++++ RECORDED DATA
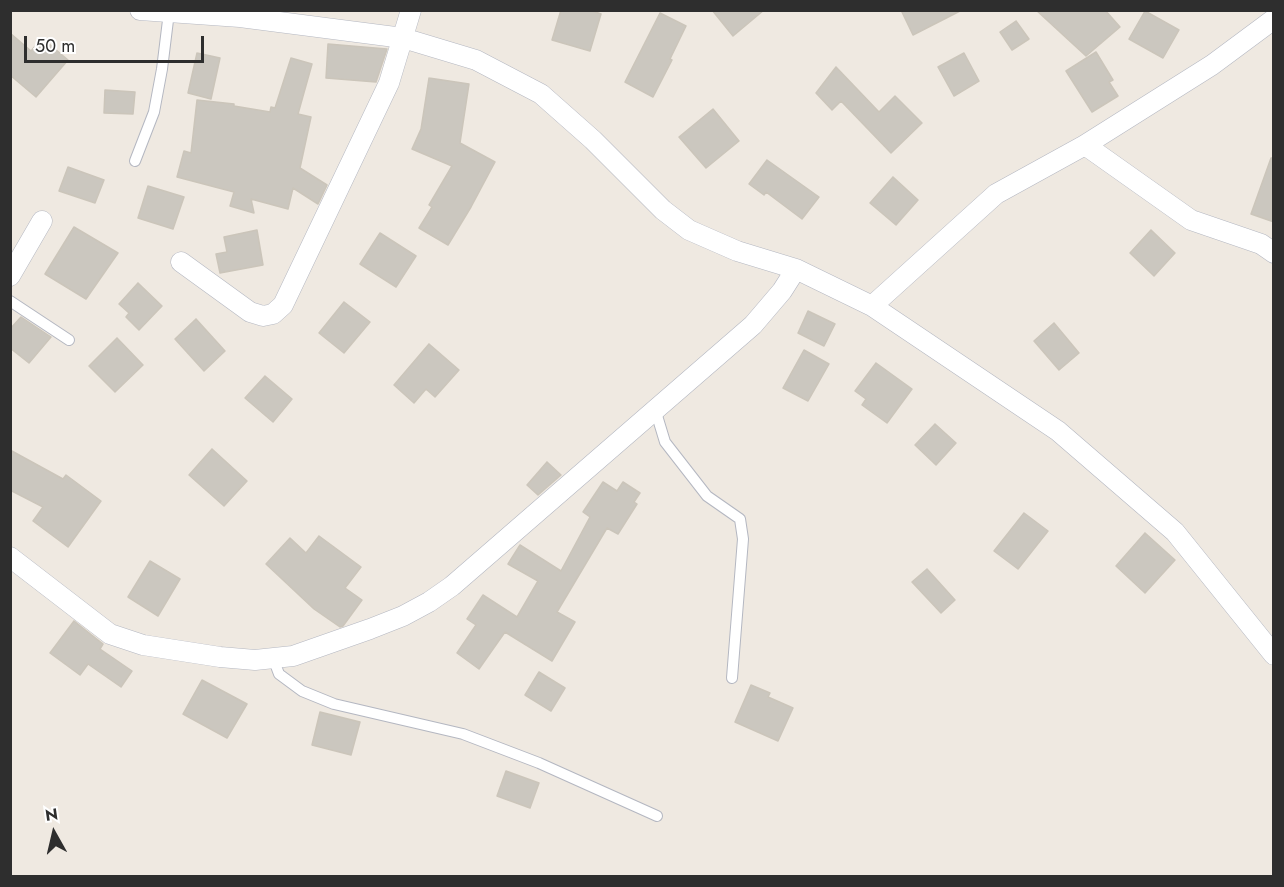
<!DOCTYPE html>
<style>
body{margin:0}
#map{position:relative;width:1284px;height:887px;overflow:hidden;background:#efe9e1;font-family:Jost,sans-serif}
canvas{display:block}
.frame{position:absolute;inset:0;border:12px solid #2e2e2e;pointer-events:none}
.north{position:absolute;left:24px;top:803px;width:60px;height:60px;-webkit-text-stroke:4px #fff;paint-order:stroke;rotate:352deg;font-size:16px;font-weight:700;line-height:24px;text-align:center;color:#2e2e2e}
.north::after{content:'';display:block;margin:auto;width:21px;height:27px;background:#2e2e2e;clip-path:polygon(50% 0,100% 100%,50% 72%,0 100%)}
.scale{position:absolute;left:24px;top:36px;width:180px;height:27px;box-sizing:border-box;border:3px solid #2e2e2e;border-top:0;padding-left:8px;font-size:18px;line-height:21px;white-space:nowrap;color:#2e2e2e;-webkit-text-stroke:4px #fff;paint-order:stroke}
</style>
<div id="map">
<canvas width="1284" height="887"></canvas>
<div class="frame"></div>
<div class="north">N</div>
<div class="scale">50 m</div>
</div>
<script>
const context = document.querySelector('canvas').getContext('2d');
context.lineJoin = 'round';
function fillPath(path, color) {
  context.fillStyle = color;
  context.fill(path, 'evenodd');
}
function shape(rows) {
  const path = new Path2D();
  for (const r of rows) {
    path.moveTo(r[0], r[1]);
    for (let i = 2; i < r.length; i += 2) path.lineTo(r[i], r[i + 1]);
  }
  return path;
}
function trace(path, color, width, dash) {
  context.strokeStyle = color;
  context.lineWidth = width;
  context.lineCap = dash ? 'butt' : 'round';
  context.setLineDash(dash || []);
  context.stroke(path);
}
const building = shape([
 [561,10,590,10,601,14,590,51,552,40,561,10],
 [712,10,764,10,733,36,712,10],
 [901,10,962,10,913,35,901,10],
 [1036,10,1105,10,1120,27,1086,56,1036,10],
 [1145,11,1179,30,1163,58,1129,39,1145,11],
 [660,13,686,26,670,59,672,60,653,97,625,82,660,13],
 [1016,21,1029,39,1012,50,1000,32,1016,21],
 [10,33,31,51,42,38,68,60,36,97,10,75,10,33],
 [328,44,387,49,376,82,326,78,328,44],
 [1096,52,1113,80,1109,82,1118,96,1092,112,1066,71,1096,52],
 [197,53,220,58,211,99,188,93,197,53],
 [964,53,979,81,954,96,938,67,964,53],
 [291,58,312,64,298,114,311,117,300,168,327,185,318,204,293,188,288,209,251,199,254,213,230,206,234,192,177,177,184,151,191,153,197,100,234,104,234,106,270,112,271,107,275,108,291,58],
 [836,67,879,112,895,96,922,123,891,153,841,101,832,110,816,93,836,67],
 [429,78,469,84,460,143,495,162,471,207,448,245,419,228,432,207,429,205,452,166,412,149,421,129,429,78],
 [105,90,135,92,133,114,104,113,105,90],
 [713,109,739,141,706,168,679,137,713,109],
 [1271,158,1274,158,1274,222,1251,214,1271,158],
 [767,160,819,197,802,219,766,192,764,195,749,184,767,160],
 [68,167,104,180,95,203,59,191,68,167],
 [893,177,918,200,896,225,870,203,893,177],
 [148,186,184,197,173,229,138,218,148,186],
 [74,227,118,253,86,299,45,274,74,227],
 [257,230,263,265,220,273,216,254,227,252,224,237,257,230],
 [1151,230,1175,253,1154,276,1130,253,1151,230],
 [380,233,416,256,396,287,360,264,380,233],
 [138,283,162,306,139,330,126,317,129,313,119,304,138,283],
 [344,302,370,322,344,353,319,333,344,302],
 [808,311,835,324,824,346,798,333,808,311],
 [21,317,51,337,29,363,10,348,10,329,21,317],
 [196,319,225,351,204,371,175,339,196,319],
 [1054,323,1079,353,1059,370,1034,341,1054,323],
 [117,338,143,365,115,392,89,366,117,338],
 [429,344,459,370,435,397,426,389,414,403,394,385,429,344],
 [804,350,829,364,808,401,783,388,804,350],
 [876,363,912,389,887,423,862,405,866,399,855,391,876,363],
 [265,376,292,399,273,422,245,398,265,376],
 [935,424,956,443,936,465,915,445,935,424],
 [212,449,247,481,224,506,189,475,212,449],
 [10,450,63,479,66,475,101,501,68,547,33,521,43,507,10,490,10,450],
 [547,462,561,475,538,495,527,485,547,462],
 [603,482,617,491,623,482,640,493,634,502,637,504,618,534,607,528,557,612,575,622,552,661,505,632,479,669,457,653,476,625,467,619,483,595,517,617,538,581,508,564,520,545,561,571,590,517,583,512,603,482],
 [1024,513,1048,531,1018,569,994,551,1024,513],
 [1145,533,1175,560,1145,593,1116,566,1145,533],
 [319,536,361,567,345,588,362,600,343,626,340,627,314,609,266,564,290,538,306,553,319,536],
 [150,561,180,579,158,616,128,597,150,561],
 [927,569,955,600,941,613,912,582,927,569],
 [74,621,103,644,100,649,132,671,121,687,88,664,80,675,50,653,74,621],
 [539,672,565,688,551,711,525,695,539,672],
 [202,680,247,704,227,738,183,714,202,680],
 [751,685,770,693,768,697,793,708,778,741,735,722,751,685],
 [320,712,360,722,351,755,312,745,320,712],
 [506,771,539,783,530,808,497,796,506,771]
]);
const service = shape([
 [135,161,154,112,162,69,169,12],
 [10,301,69,340],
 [655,409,665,442,707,496,740,519,743,539,732,678],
 [273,658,279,674,302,691,334,704,463,734,539,763,657,816]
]);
const minor = shape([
 [140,10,240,17,403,38,476,60,541,94,593,140,663,210,689,230,737,251,796,269,872,306,1058,431,1175,532,1274,655],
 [1085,145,1191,220,1261,244,1274,253],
 [181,262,250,312,263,316,273,314,283,305,389,83,411,10],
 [10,276,42,221],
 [872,306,996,194,1085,145,1212,65,1274,19],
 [10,557,110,634,143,645,220,657,255,660,293,656,370,629,403,616,429,602,452,586,753,325,782,291,796,269]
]);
fillPath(building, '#cbc7bf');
trace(building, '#cbc5ba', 1.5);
trace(service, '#b4b7c1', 12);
trace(minor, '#b4b7c1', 21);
trace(service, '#fff', 10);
trace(minor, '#fff', 20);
</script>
++++++++
▶ _THE TASK_
Among the records, find every line holding the word "dash" and copy it.

▶ _RESULT OF THE EXERCISE_
function trace(path, color, width, dash) {
  context.lineCap = dash ? 'butt' : 'round';
  context.setLineDash(dash || []);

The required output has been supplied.